A 14;18 and an 8;14 chromosome translocation in a cell line derived from an acute B-cell leukemia.

Abstract

A cell line, named 380, was established from a young male with acute lymphoblastic leukemia (FAB type L2). Karyologic analysis of this cell line indicates that it carries an 8:14 and a 14;18 chromosome translocation, which are characteristic of Burkitt lymphoma and of follicular lymphoma, respectively. This cell line is Epstein-Barr virus antigen-negative, reacts with monoclonal antibodies specific for B cells, and contains rearranged Ig H and L chain genes, but does not express human Ig. In this cell line, both .mu. H chain constant (C.mu.) loci are rearranged within the joining (JH) DNA segment.
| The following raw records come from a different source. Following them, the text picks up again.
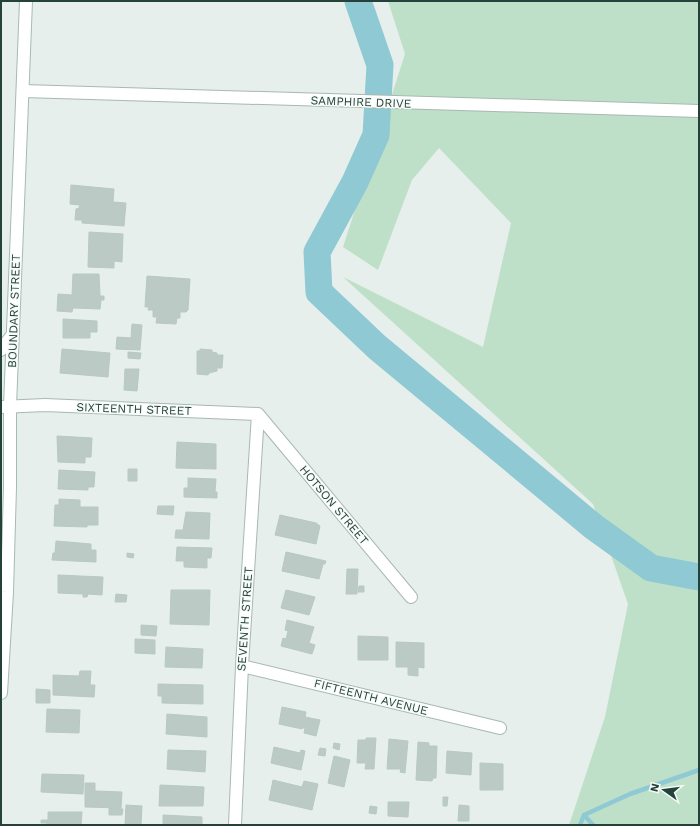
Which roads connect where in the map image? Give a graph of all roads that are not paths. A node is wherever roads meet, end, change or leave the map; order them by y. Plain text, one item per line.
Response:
1 (26, 1) edge
2 (23, 91) junction
3 (699, 111) edge
4 (13, 334) junction
5 (1, 350) edge
6 (4, 405) edge
7 (258, 414) junction
8 (1, 468) edge
9 (10, 487) junction
10 (4, 595) edge
11 (411, 597) dead end
12 (2, 658) edge
13 (242, 666) junction
14 (1, 693) edge
15 (500, 728) dead end
16 (235, 825) edge

1 - 2 street, BOUNDARY STREET
2 - 3 street, SAMPHIRE DRIVE
2 - 4 street, BOUNDARY STREET
4 - 5 street
4 - 6 street, BOUNDARY STREET
6 - 7 street, SIXTEENTH STREET
6 - 9 street, BOUNDARY STREET
7 - 11 street, HOTSON STREET
7 - 13 street, SEVENTH STREET
8 - 9 street
9 - 10 street, BOUNDARY STREET
10 - 12 street, BOUNDARY STREET
12 - 14 street, BOUNDARY STREET
13 - 15 street, FIFTEENTH AVENUE
13 - 16 street, SEVENTH STREET

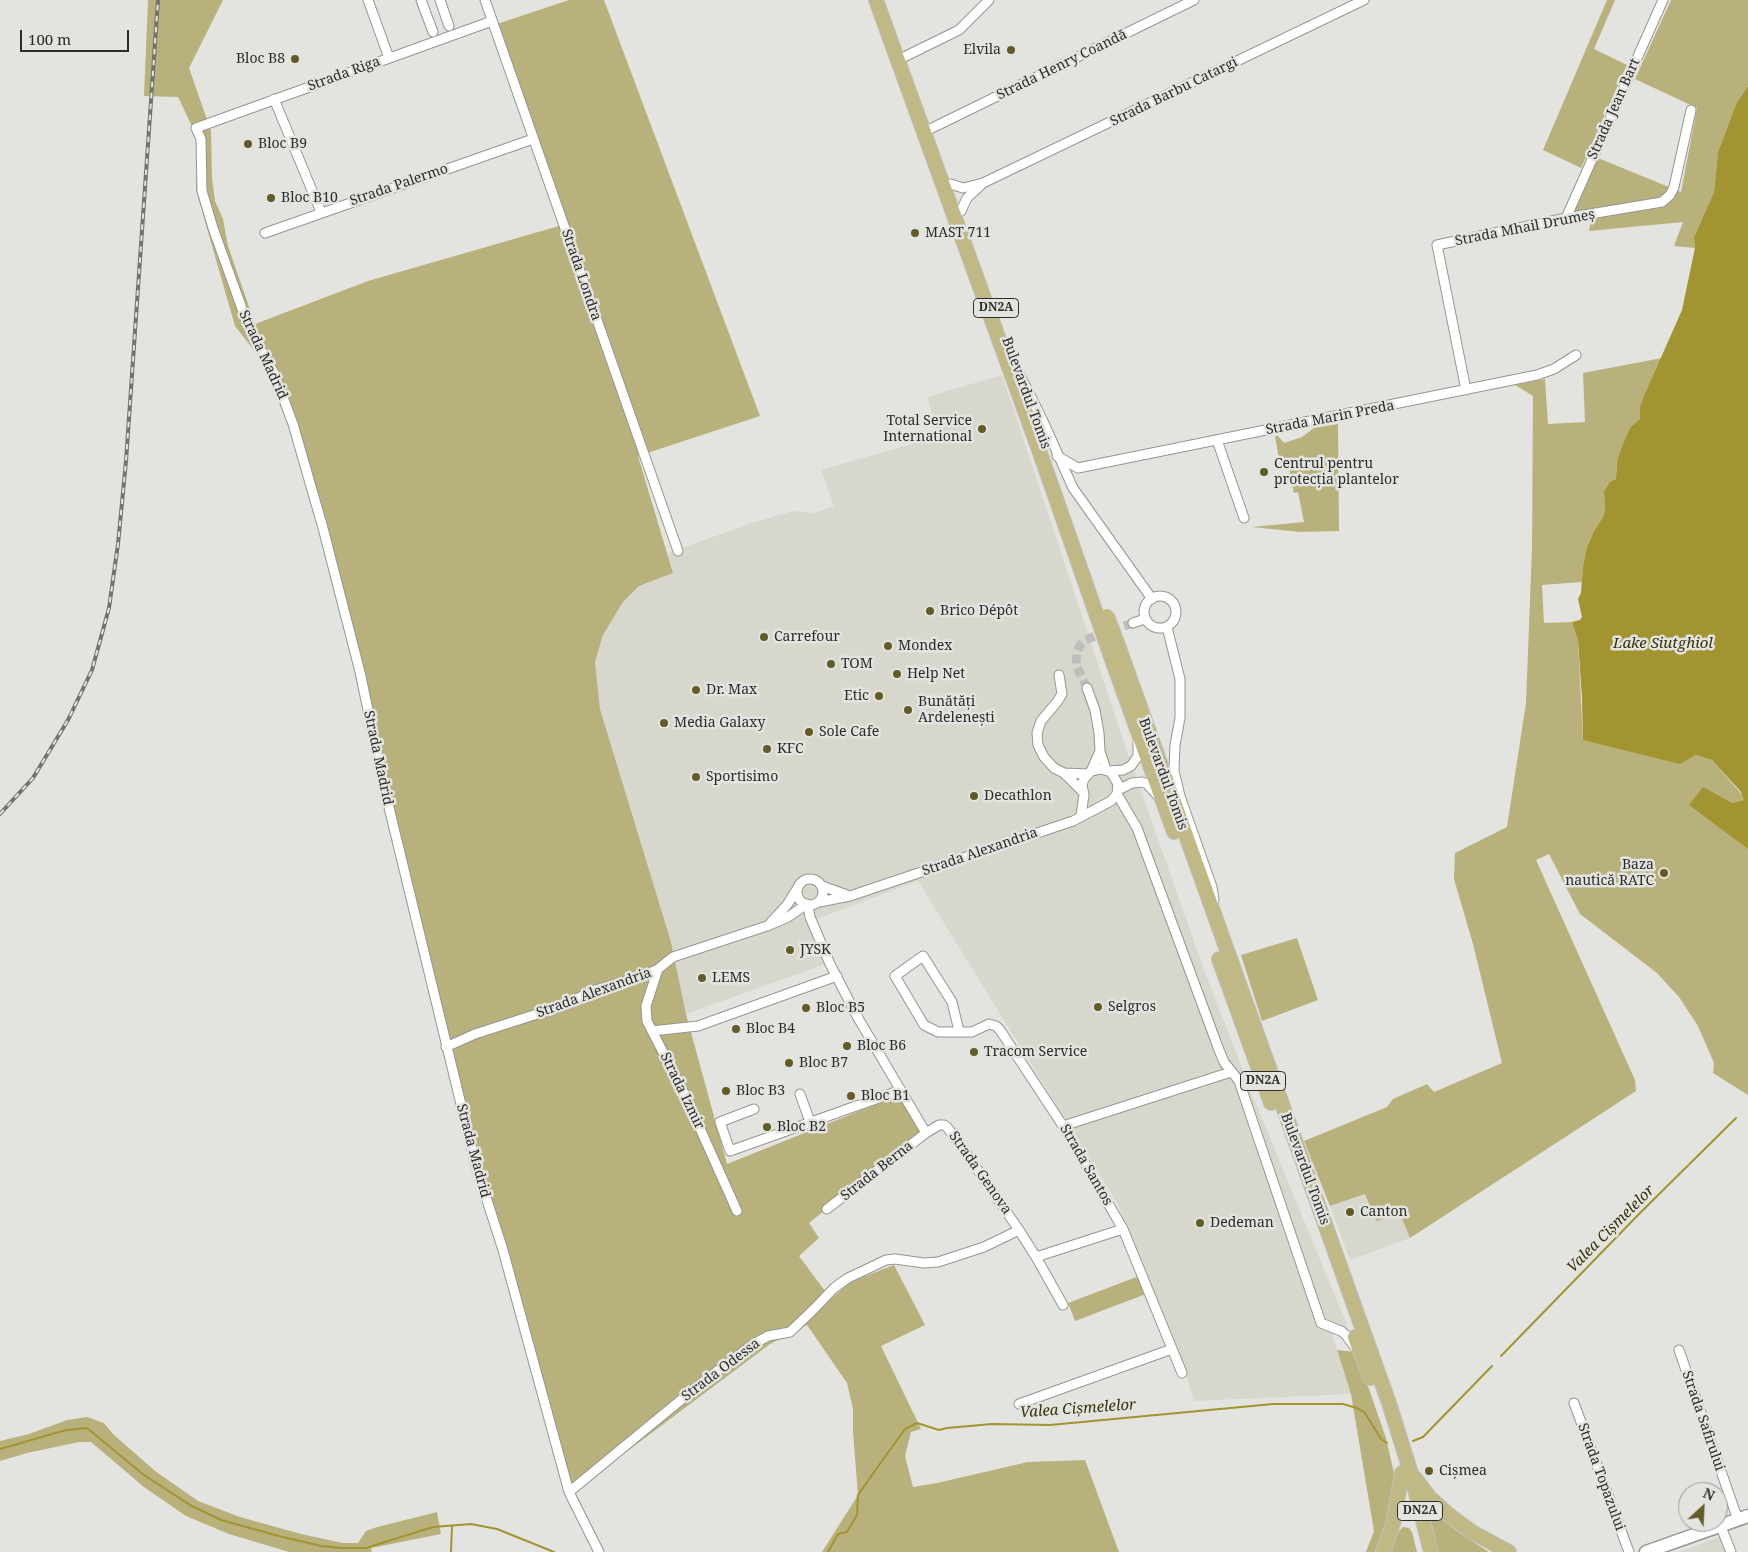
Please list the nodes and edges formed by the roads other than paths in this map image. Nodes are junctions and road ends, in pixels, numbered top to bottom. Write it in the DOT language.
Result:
graph roads {
  1 [pos="378,0"];
  2 [pos="421,0"];
  3 [pos="440,0"];
  4 [pos="485,0"];
  5 [pos="876,0"];
  6 [pos="883,0"];
  7 [pos="989,0"];
  8 [pos="1194,0"];
  9 [pos="1364,0"];
  10 [pos="1664,0"];
  11 [pos="368,2"];
  12 [pos="492,21"];
  13 [pos="449,26"];
  14 [pos="433,32"];
  15 [pos="904,57"];
  16 [pos="389,58"];
  17 [pos="274,99"];
  18 [pos="1691,110"];
  19 [pos="196,128"];
  20 [pos="930,129"];
  21 [pos="534,139"];
  22 [pos="983,183"];
  23 [pos="951,184"];
  24 [pos="961,211"];
  25 [pos="321,212"];
  26 [pos="1566,218"];
  27 [pos="265,233"];
  28 [pos="1576,355"];
  29 [pos="1019,373"];
  30 [pos="1466,390"];
  31 [pos="1217,440"];
  32 [pos="1057,456"];
  33 [pos="1078,468"];
  34 [pos="1070,484"];
  35 [pos="1244,518"];
  36 [pos="678,551"];
  37 [pos="1152,599"];
  38 [pos="1103,618"];
  39 [pos="1145,618"];
  40 [pos="1133,622"];
  41 [pos="1167,626"];
  42 [pos="1115,651"];
  43 [pos="1059,675"];
  44 [pos="1087,688"];
  45 [pos="1138,733"];
  46 [pos="1100,751"];
  47 [pos="1107,770"];
  48 [pos="1089,772"];
  49 [pos="1064,773"];
  50 [pos="1118,792"];
  51 [pos="1083,793"];
  52 [pos="1164,803"];
  53 [pos="1104,804"];
  54 [pos="1128,812"];
  55 [pos="1082,815"];
  56 [pos="822,886"];
  57 [pos="798,889"];
  58 [pos="850,896"];
  59 [pos="819,902"];
  60 [pos="808,904"];
  61 [pos="1216,922"];
  62 [pos="767,926"];
  63 [pos="658,969"];
  64 [pos="837,976"];
  65 [pos="652,1031"];
  66 [pos="960,1031"];
  67 [pos="446,1047"];
  68 [pos="1231,1072"];
  69 [pos="901,1090"];
  70 [pos="800,1094"];
  71 [pos="754,1109"];
  72 [pos="810,1122"];
  73 [pos="1063,1126"];
  74 [pos="926,1133"];
  75 [pos="827,1209"];
  76 [pos="737,1211"];
  77 [pos="1123,1229"];
  78 [pos="1019,1230"];
  79 [pos="1036,1257"];
  80 [pos="1063,1305"];
  81 [pos="1172,1349"];
  82 [pos="1679,1350"];
  83 [pos="1363,1359"];
  84 [pos="1182,1373"];
  85 [pos="1574,1403"];
  86 [pos="1019,1404"];
  87 [pos="1406,1472"];
  88 [pos="569,1492"];
  89 [pos="1745,1520"];
  90 [pos="1728,1529"];
  91 [pos="1723,1532"];
  92 [pos="599,1552"];
  93 [pos="1382,1552"];
  94 [pos="1423,1552"];
  95 [pos="1431,1552"];
  96 [pos="1509,1552"];
  97 [pos="1629,1552"];
  98 [pos="1646,1552"];
  99 [pos="1665,1552"];
  100 [pos="1731,1552"];
  1 -- 11 [label="street"];
  2 -- 14 [label="street"];
  3 -- 13 [label="street"];
  4 -- 12 [label="street, Strada Londra"];
  5 -- 38 [label="main road, Bulevardul Tomis / DN2A"];
  6 -- 15 [label="main road, Bulevardul Tomis / DN2A"];
  7 -- 15 [label="street"];
  8 -- 20 [label="street, Strada Henry Coandă"];
  9 -- 22 [label="street, Strada Barbu Catargi"];
  10 -- 26 [label="street, Strada Jean Bart"];
  11 -- 16 [label="street"];
  12 -- 16 [label="street, Strada Riga"];
  12 -- 21 [label="street, Strada Londra"];
  15 -- 20 [label="main road, Bulevardul Tomis / DN2A"];
  16 -- 17 [label="street, Strada Riga"];
  17 -- 19 [label="street, Strada Riga"];
  17 -- 25 [label="street"];
  18 -- 26 [label="street, Strada Mhail Drumeș"];
  19 -- 67 [label="street, Strada Madrid"];
  20 -- 23 [label="main road, Bulevardul Tomis / DN2A"];
  21 -- 25 [label="street, Strada Palermo"];
  21 -- 36 [label="street, Strada Londra"];
  22 -- 23 [label="street, Strada Barbu Catargi"];
  22 -- 24 [label="street, Strada Barbu Catargi"];
  23 -- 24 [label="main road, Bulevardul Tomis / DN2A"];
  24 -- 29 [label="main road, Bulevardul Tomis / DN2A"];
  25 -- 27 [label="street, Strada Palermo"];
  26 -- 30 [label="street, Strada Mhail Drumeș"];
  28 -- 30 [label="street, Strada Marin Preda"];
  29 -- 32 [label="street"];
  29 -- 38 [label="main road, Bulevardul Tomis / DN2A"];
  30 -- 31 [label="street, Strada Marin Preda"];
  31 -- 33 [label="street, Strada Marin Preda"];
  31 -- 35 [label="street"];
  32 -- 33 [label="street"];
  32 -- 34 [label="street"];
  33 -- 34 [label="street"];
  34 -- 37 [label="street"];
  37 -- 39 [label="street"];
  37 -- 41 [label="street"];
  38 -- 42 [label="main road, Bulevardul Tomis / DN2A, bridge"];
  39 -- 40 [label="street"];
  39 -- 41 [label="street"];
  41 -- 61 [label="street"];
  42 -- 45 [label="main road, Bulevardul Tomis / DN2A"];
  42 -- 61 [label="main road, Bulevardul Tomis / DN2A"];
  43 -- 49 [label="street"];
  44 -- 46 [label="street"];
  45 -- 47 [label="street"];
  45 -- 52 [label="main road, Bulevardul Tomis / DN2A"];
  46 -- 47 [label="street"];
  46 -- 48 [label="street"];
  47 -- 48 [label="street"];
  47 -- 50 [label="street"];
  48 -- 49 [label="street"];
  48 -- 51 [label="street"];
  49 -- 51 [label="street"];
  50 -- 52 [label="street"];
  50 -- 53 [label="street"];
  50 -- 54 [label="street"];
  51 -- 53 [label="street"];
  51 -- 55 [label="street"];
  52 -- 83 [label="main road, Bulevardul Tomis / DN2A"];
  53 -- 54 [label="street"];
  53 -- 55 [label="street, Strada Alexandria"];
  54 -- 68 [label="street"];
  55 -- 58 [label="street, Strada Alexandria"];
  56 -- 57 [label="street"];
  56 -- 58 [label="street"];
  56 -- 59 [label="street"];
  57 -- 60 [label="street"];
  57 -- 62 [label="street, Strada Alexandria"];
  58 -- 59 [label="street, Strada Alexandria"];
  59 -- 60 [label="street"];
  60 -- 62 [label="street, Strada Alexandria"];
  60 -- 64 [label="street, Strada Genova"];
  61 -- 87 [label="main road, Bulevardul Tomis / DN2A"];
  62 -- 63 [label="street, Strada Alexandria"];
  63 -- 65 [label="street, Strada Izmir"];
  63 -- 67 [label="street, Strada Alexandria"];
  64 -- 65 [label="street"];
  64 -- 69 [label="street, Strada Genova"];
  65 -- 76 [label="street, Strada Izmir"];
  66 -- 66 [label="street"];
  66 -- 73 [label="street, Strada Santos"];
  67 -- 88 [label="street, Strada Madrid"];
  68 -- 73 [label="street"];
  68 -- 83 [label="street"];
  69 -- 72 [label="street"];
  69 -- 74 [label="street, Strada Genova"];
  70 -- 72 [label="street"];
  71 -- 72 [label="street"];
  73 -- 77 [label="street, Strada Santos"];
  74 -- 75 [label="street, Strada Berna"];
  74 -- 78 [label="street, Strada Genova"];
  77 -- 79 [label="street"];
  77 -- 81 [label="street, Strada Santos"];
  78 -- 79 [label="street"];
  78 -- 88 [label="street, Strada Odessa"];
  79 -- 80 [label="street"];
  81 -- 84 [label="street, Strada Santos"];
  81 -- 86 [label="street"];
  82 -- 89 [label="street, Strada Safirului"];
  83 -- 87 [label="main road, Bulevardul Tomis / DN2A"];
  85 -- 97 [label="street, Strada Topazului"];
  87 -- 93 [label="main road"];
  87 -- 94 [label="main road, Bulevardul Tomis / DN2A"];
  87 -- 95 [label="main road, Bulevardul Tomis / DN2A"];
  87 -- 96 [label="main road"];
  88 -- 92 [label="street, Strada Madrid"];
  89 -- 90 [label="main road"];
  89 -- 98 [label="main road"];
  91 -- 99 [label="main road"];
  91 -- 100 [label="street"];
}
One of the JH segments on one of the 14q+ chromosomes is rearranged with a segment of chromosome 8, where the c-myc oncogene resides, while the other is rearranged with a segment of chromosome 18 where a putative oncogene, which is called bcl-2, is located. The c-myc oncogene, which is translocated to one of the 14q+ chromosomes, is in its germ-line configuration more than 14 kilobases away from both the JH segment and the H chain enhancer that is located between the JH and .mu. switch region. Based on these findings a model of some aspects of B-cell oncogenesis is proposed according to which B-cell neoplasms carrying translocations involving the H chain loci on both human chromosomes 14 are the result of a multiple step process.